If a device is infected with malware or ransomware:

It is not always easy to tell if a device is infected, but sometimes it can become rapidly obvious. If a device is acting strangely (suddenly very slow, randomly turns off or restarts, or displays any suspicious messages), do not panic. Many infections are easily cleaned.

  1. Disconnect the device from the internet. Alert a supervisor.
  2. Run a scan with your computer's AV software
  3. If the device cannot be recovered or contains sensitive information, document the information as described above as if the device had been lost or stolen, and contact your General Counsel.
  4. If the device is not working properly, or you are unable to run AntiVirus software (as would be the case with Ransomware), attempt to turn off the computer. At this stage, you may need to consult a professional to restore, or refresh your operating system.
  5. If the malware is removed, update all software. Consider changing all important passwords that may have been saved on that computer and enable MFA on any accounts that may have been compromised.

In the event of a data breach:

  1. In the event an organization loses access to sensitive information, they should consult their general counsel or legal representative immediately. There may be regulatory requirements to report that breach to authorities, or to notify individuals whose data may be affected.
  2. Do not ignore the breach. See above sections for documenting and recovering any compromised devices or accounts.
  3. Do not attempt to delete information or destroy devices that have been compromised, or communications about the breach. Doing so may be seen by authorities or regulators as an attempt to conceal the breach.
  4. Organizations should seek the advice of an attorney on how and when to contact the authorities. In the event of a serious breach, investigators may need to examine devices and systems for forensic evidence of the attack.

Social Media Use

Every organization has a different level of comfort with social media. By and large, use of social media is a communications issue, but cybersecurity concerns can arise and organizations should take steps to get ahead of opportunistic attackers.
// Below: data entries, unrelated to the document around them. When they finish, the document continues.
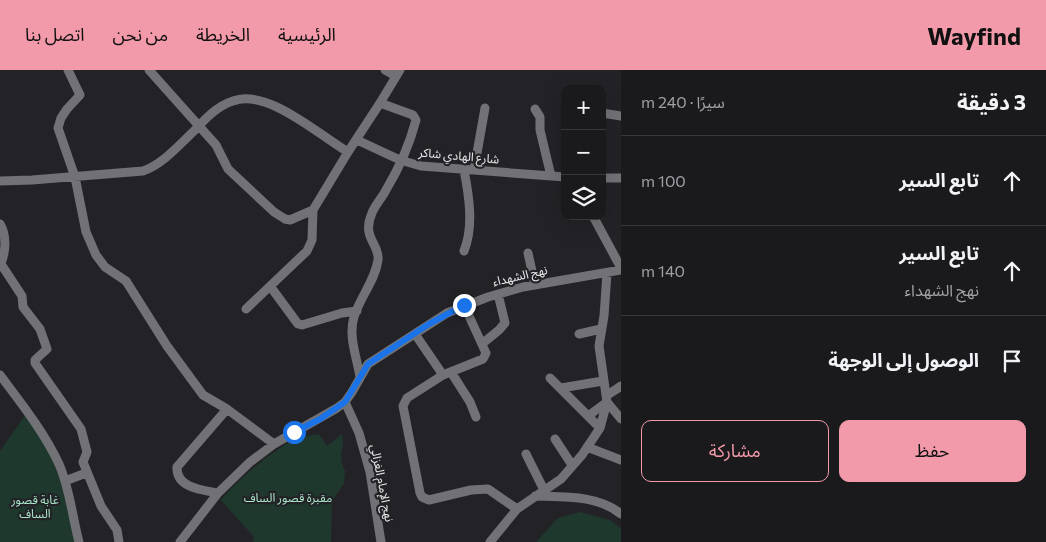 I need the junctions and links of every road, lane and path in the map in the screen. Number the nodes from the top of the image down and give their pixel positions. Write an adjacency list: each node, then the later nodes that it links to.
1 (80, 70): 5 (street)
2 (149, 70): 11 (street)
3 (384, 70): 4 (street)
4 (398, 73): 6 (street)
5 (69, 74): 17 (street)
6 (380, 103): 12 (street); 14 (street)
7 (485, 108): 15 (street)
8 (536, 109): 16 (street)
9 (606, 114): 10 (street)
10 (621, 116)
11 (198, 126): 13 (street); 17 (street); 22 (street)
12 (356, 140): 13 (street); 14 (street, شارع الهادي شاكر)
13 (348, 152): 22 (street)
14 (400, 160): 15 (street, شارع الهادي شاكر); 35 (street)
15 (469, 170): 16 (street, شارع الهادي شاكر); 25 (street)
16 (552, 176): 18 (street, شارع الهادي شاكر)
17 (75, 177): 21 (street); 49 (street)
18 (561, 177)
19 (606, 178): 20 (street)
20 (621, 178)
21 (0, 181)
22 (313, 210): 31 (street)
23 (595, 220): 28 (street)
24 (0, 224): 27 (street)
25 (464, 251)
26 (528, 253): 30 (street)
27 (1, 265): 60 (street)
28 (621, 269): 29 (street, نهج الشهداء)
29 (607, 273): 30 (street, نهج الشهداء); 36 (street)
30 (535, 285): 32 (street, نهج الشهداء)
31 (270, 286): 34 (street); 35 (street)
32 (498, 294): 33 (street, نهج الشهداء); 39 (street)
33 (464, 305): 37 (street, نهج الشهداء); 39 (street)
34 (246, 309)
35 (357, 311): 42 (street)
36 (601, 330): 38 (street); 44 (street)
37 (415, 334): 40 (street); 42 (street, نهج الشهداء)
38 (579, 334)
39 (483, 343): 40 (street)
40 (447, 374): 51 (street); 65 (street)
41 (0, 375): 61 (street)
42 (360, 377): 48 (street, نهج الشهداء)
43 (550, 378): 46 (street)
44 (603, 381): 46 (street); 47 (street)
45 (621, 386): 47 (street)
46 (561, 388): 50 (street)
47 (606, 399): 50 (street); 52 (street); 53 (street)
48 (345, 402): 55 (street); 70 (street, نهج الإمام الغزالي)
49 (227, 409): 55 (street); 63 (street)
50 (588, 416): 53 (street)
51 (476, 417)
52 (621, 419)
53 (600, 428): 56 (street)
54 (555, 439): 59 (street)
55 (274, 444): 63 (street)
56 (587, 448): 58 (street); 59 (street)
57 (526, 454): 62 (street)
58 (621, 460)
59 (572, 465): 62 (street)
60 (86, 473): 61 (street); 68 (street)
61 (65, 481): 67 (street)
62 (544, 490): 64 (street)
63 (218, 493): 69 (street)
64 (535, 496): 65 (street); 66 (street)
65 (517, 509): 71 (street)
66 (621, 514)
67 (79, 542)
68 (119, 542)
69 (180, 542)
70 (381, 542)
71 (490, 542) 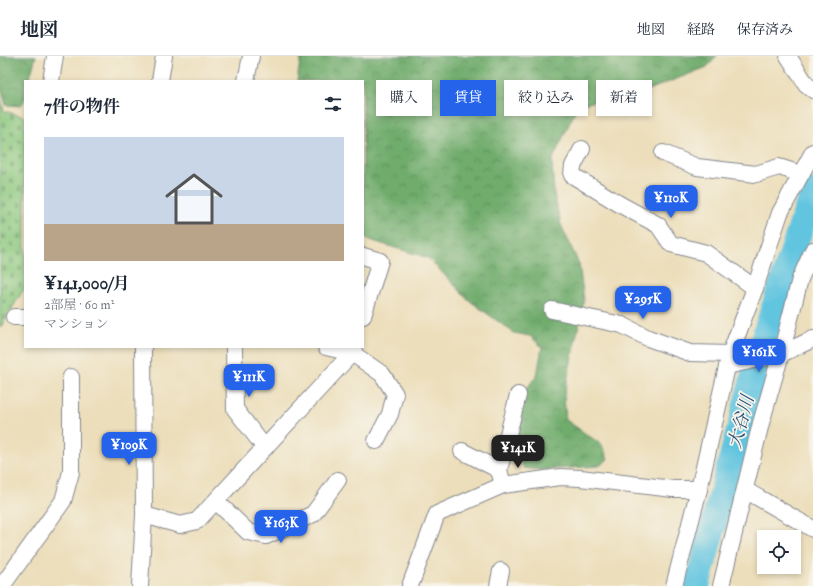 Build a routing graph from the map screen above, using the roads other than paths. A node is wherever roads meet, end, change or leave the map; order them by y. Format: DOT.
graph roads {
  1 [pos="55,56"];
  2 [pos="164,56"];
  3 [pos="251,56"];
  4 [pos="788,56"];
  5 [pos="51,80"];
  6 [pos="160,80"];
  7 [pos="246,80"];
  8 [pos="813,90"];
  9 [pos="582,149"];
  10 [pos="813,152"];
  11 [pos="664,153"];
  12 [pos="800,174"];
  13 [pos="813,250"];
  14 [pos="364,256"];
  15 [pos="754,288"];
  16 [pos="552,310"];
  17 [pos="364,313"];
  18 [pos="813,339"];
  19 [pos="143,348"];
  20 [pos="234,348"];
  21 [pos="335,348"];
  22 [pos="353,350"];
  23 [pos="779,355"];
  24 [pos="731,362"];
  25 [pos="71,377"];
  26 [pos="518,395"];
  27 [pos="376,441"];
  28 [pos="265,448"];
  29 [pos="462,451"];
  30 [pos="498,470"];
  31 [pos="338,480"];
  32 [pos="503,485"];
  33 [pos="699,489"];
  34 [pos="745,490"];
  35 [pos="216,500"];
  36 [pos="144,515"];
  37 [pos="813,530"];
  38 [pos="2,586"];
  39 [pos="140,586"];
  40 [pos="410,586"];
  41 [pos="674,586"];
  42 [pos="721,586"];
  1 -- 5 [label="street"];
  2 -- 6 [label="street"];
  3 -- 7 [label="street"];
  4 -- 8 [label="street"];
  9 -- 15 [label="street"];
  10 -- 12 [label="street"];
  11 -- 12 [label="street"];
  12 -- 15 [label="street"];
  13 -- 23 [label="street"];
  14 -- 17 [label="street"];
  15 -- 24 [label="street"];
  16 -- 24 [label="street"];
  18 -- 23 [label="street"];
  19 -- 36 [label="street"];
  20 -- 28 [label="street"];
  21 -- 22 [label="street"];
  22 -- 27 [label="street"];
  22 -- 28 [label="street"];
  23 -- 24 [label="street"];
  23 -- 34 [label="street"];
  24 -- 33 [label="street"];
  25 -- 38 [label="street"];
  26 -- 30 [label="street"];
  28 -- 35 [label="street"];
  29 -- 30 [label="street"];
  30 -- 32 [label="street"];
  31 -- 35 [label="street"];
  32 -- 33 [label="street"];
  32 -- 40 [label="street"];
  33 -- 41 [label="street"];
  34 -- 37 [label="street"];
  34 -- 42 [label="street"];
  35 -- 36 [label="street"];
  36 -- 39 [label="street"];
} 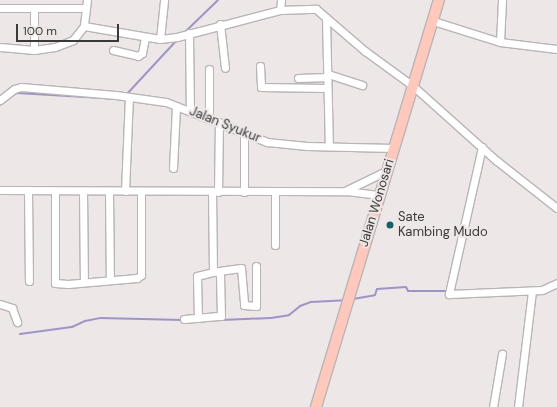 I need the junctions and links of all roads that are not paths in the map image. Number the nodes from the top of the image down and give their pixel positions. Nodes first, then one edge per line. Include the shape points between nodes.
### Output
1 (87, 0) edge
2 (164, 0) edge
3 (281, 0) edge
4 (439, 0) edge
5 (502, 0) edge
6 (0, 8) edge
7 (34, 8) junction
8 (86, 8) junction
9 (280, 10) junction
10 (326, 18) junction
11 (433, 21) junction
12 (220, 24) junction
13 (84, 26) junction
14 (188, 34) junction
15 (145, 37) junction
16 (160, 39) junction
17 (500, 42) junction
18 (0, 47) edge
19 (557, 49) edge
20 (34, 50) junction
21 (113, 50) dead end
22 (260, 66) dead end
23 (225, 68) dead end
24 (209, 69) dead end
25 (328, 76) junction
26 (298, 78) dead end
27 (362, 85) dead end
28 (413, 86) junction
29 (327, 88) junction
30 (129, 97) junction
31 (0, 100) edge
32 (176, 106) junction
33 (190, 111) junction
34 (209, 117) junction
35 (219, 122) junction
36 (244, 135) junction
37 (328, 146) junction
38 (482, 147) junction
39 (394, 148) junction
40 (173, 168) dead end
41 (386, 171) junction
42 (0, 190) edge
43 (28, 190) junction
44 (346, 190) junction
45 (55, 191) junction
46 (83, 191) junction
47 (109, 191) junction
48 (125, 191) junction
49 (141, 191) junction
50 (215, 192) junction
51 (244, 192) junction
52 (275, 192) junction
53 (380, 195) junction
54 (557, 208) edge
55 (274, 245) dead end
56 (256, 266) dead end
57 (216, 271) junction
58 (110, 280) junction
59 (29, 281) dead end
60 (84, 282) junction
61 (557, 284) edge
62 (532, 291) junction
63 (0, 304) edge
64 (198, 318) junction
65 (184, 319) dead end
66 (17, 322) dead end
67 (502, 354) dead end
68 (316, 407) edge
69 (493, 407) edge
70 (518, 407) edge

1 - 8 street
2 - 16 street
3 - 9 street
4 - 11 highway, Jalan Wonosari
5 - 17 street
6 - 7 street
7 - 8 street
7 - 20 street
8 - 13 street
9 - 10 street via 316,9
9 - 12 street
10 - 25 street
10 - 28 street
11 - 17 street
11 - 28 highway, Jalan Wonosari
12 - 14 street
12 - 23 street
13 - 15 street
13 - 20 street via 73,40 65,44
14 - 16 street
14 - 33 street
15 - 16 street
15 - 21 street via 142,53 138,56
17 - 19 street
18 - 20 street
22 - 29 street via 262,88
24 - 34 street
25 - 26 street
25 - 27 street
25 - 29 street
28 - 38 street
28 - 39 highway, Jalan Wonosari
29 - 37 street
30 - 31 street, Jalan Syukur via 21,87
30 - 32 street, Jalan Syukur
30 - 48 street
32 - 33 street, Jalan Syukur
32 - 40 street
33 - 34 street, Jalan Syukur
34 - 35 street, Jalan Syukur
35 - 36 street, Jalan Syukur
35 - 50 street
36 - 37 street, Jalan Syukur via 284,144
36 - 51 street
37 - 39 street, Jalan Syukur
38 - 54 street
38 - 62 street via 450,294
39 - 41 highway, Jalan Wonosari
41 - 44 street
41 - 53 highway, Jalan Wonosari
42 - 43 street
43 - 45 street
43 - 59 street
44 - 52 street
44 - 53 street
45 - 46 street
45 - 60 street via 55,283
46 - 47 street
46 - 60 street
47 - 48 street
47 - 58 street
48 - 49 street
49 - 50 street
49 - 58 street via 141,276
50 - 51 street
50 - 57 street
51 - 52 street
52 - 55 street
53 - 68 highway, Jalan Wonosari
56 - 57 street via 256,306 244,305 241,268
57 - 64 street via 198,276
57 - 64 street via 220,318
58 - 60 street
61 - 62 street
62 - 70 street
63 - 66 street via 12,308
64 - 65 street
67 - 69 street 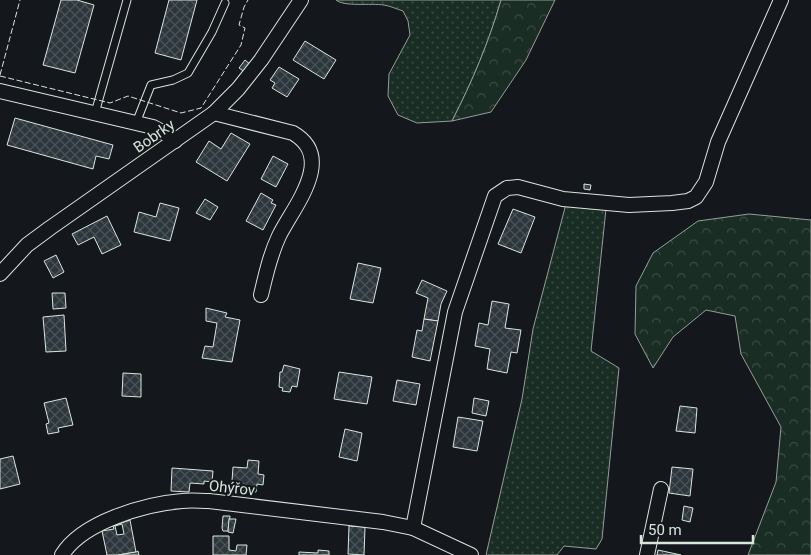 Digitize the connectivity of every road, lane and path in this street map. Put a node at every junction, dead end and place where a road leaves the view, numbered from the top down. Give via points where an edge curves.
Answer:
1 (127, 0) edge
2 (301, 0) edge
3 (781, 0) edge
4 (225, 3) dead end
5 (0, 91) edge
6 (95, 113) junction
7 (214, 113) junction
8 (136, 124) junction
9 (175, 141) junction
10 (0, 274) edge
11 (261, 295) dead end
12 (661, 489) dead end
13 (413, 528) junction
14 (62, 555) edge
15 (472, 555) edge
16 (647, 555) edge

1 - 6 lane
2 - 7 street, Bobrky via 261,60
3 - 13 street via 718,142 706,182 696,197 672,203 630,205 563,199 518,187 507,188 495,196 455,312
4 - 8 lane via 188,72 172,80 151,84
5 - 6 street
6 - 8 street
7 - 9 street, Bobrky
7 - 11 street via 293,133 309,148 313,162 311,178 272,253
8 - 9 street via 153,127
9 - 10 street, Bobrky via 27,245
12 - 16 street
13 - 14 street, Ohýřov via 228,503 182,501 148,506 102,523 80,535
13 - 15 street, Ohýřov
When developing a set of norms for the use of social media, LROss should include expectations such as the following:

  • Secure important accounts with MFA and avoid sharing passwords between users (if possible – not all social media services allow multiple users to manage one account).
  • Employees should not click on links or attachments sent from unknown sources. If employees are unsure if they can trust a link, they should use a service such as Norton SafeWeb, URLVoid, or ScanURL to inspect the link for potential malicious activity – but these services cannot provide guarantees of security. Suspicious documents or PDFs should always be opened in a web-based service like Google Drive, instead of being downloaded and opened directly on an employee's computer. This will prevent any malicious code embedded in the document from running on the employee's device.
  • Do not engage with aggressive, abusive, or harassing accounts. Online trolls often seek simply to provoke an unflattering reaction from organizations that they can use to diminish its reputation. Managers of an organization's social media presence should familiarize themselves with the process of reporting malicious, abusive, or hateful comments – and should know how to use tools provided by social media services such as blocking or muting accounts. More information about how to counter harassment or abuse online can be found here:

Payment Card Security

LROs may take donations via credit cards online. There are many legal requirements for processing payment cards, and the general counsel should be an organization's first stop for understanding the specific regulatory expectations applicable to their context. In general, organizations should avoid processing payments on their own. Many web services make this process easy – including PayPal, Square, and Venmo – by providing plugins or other website add-ons that give visitors a simple way to send donations or other payments to an organization.

Low-risk organizations should avoid collecting and storing payment card information. Organizations may be required to maintain a record of donations or other transactions, but should always consult legal counsel about the level of detail required.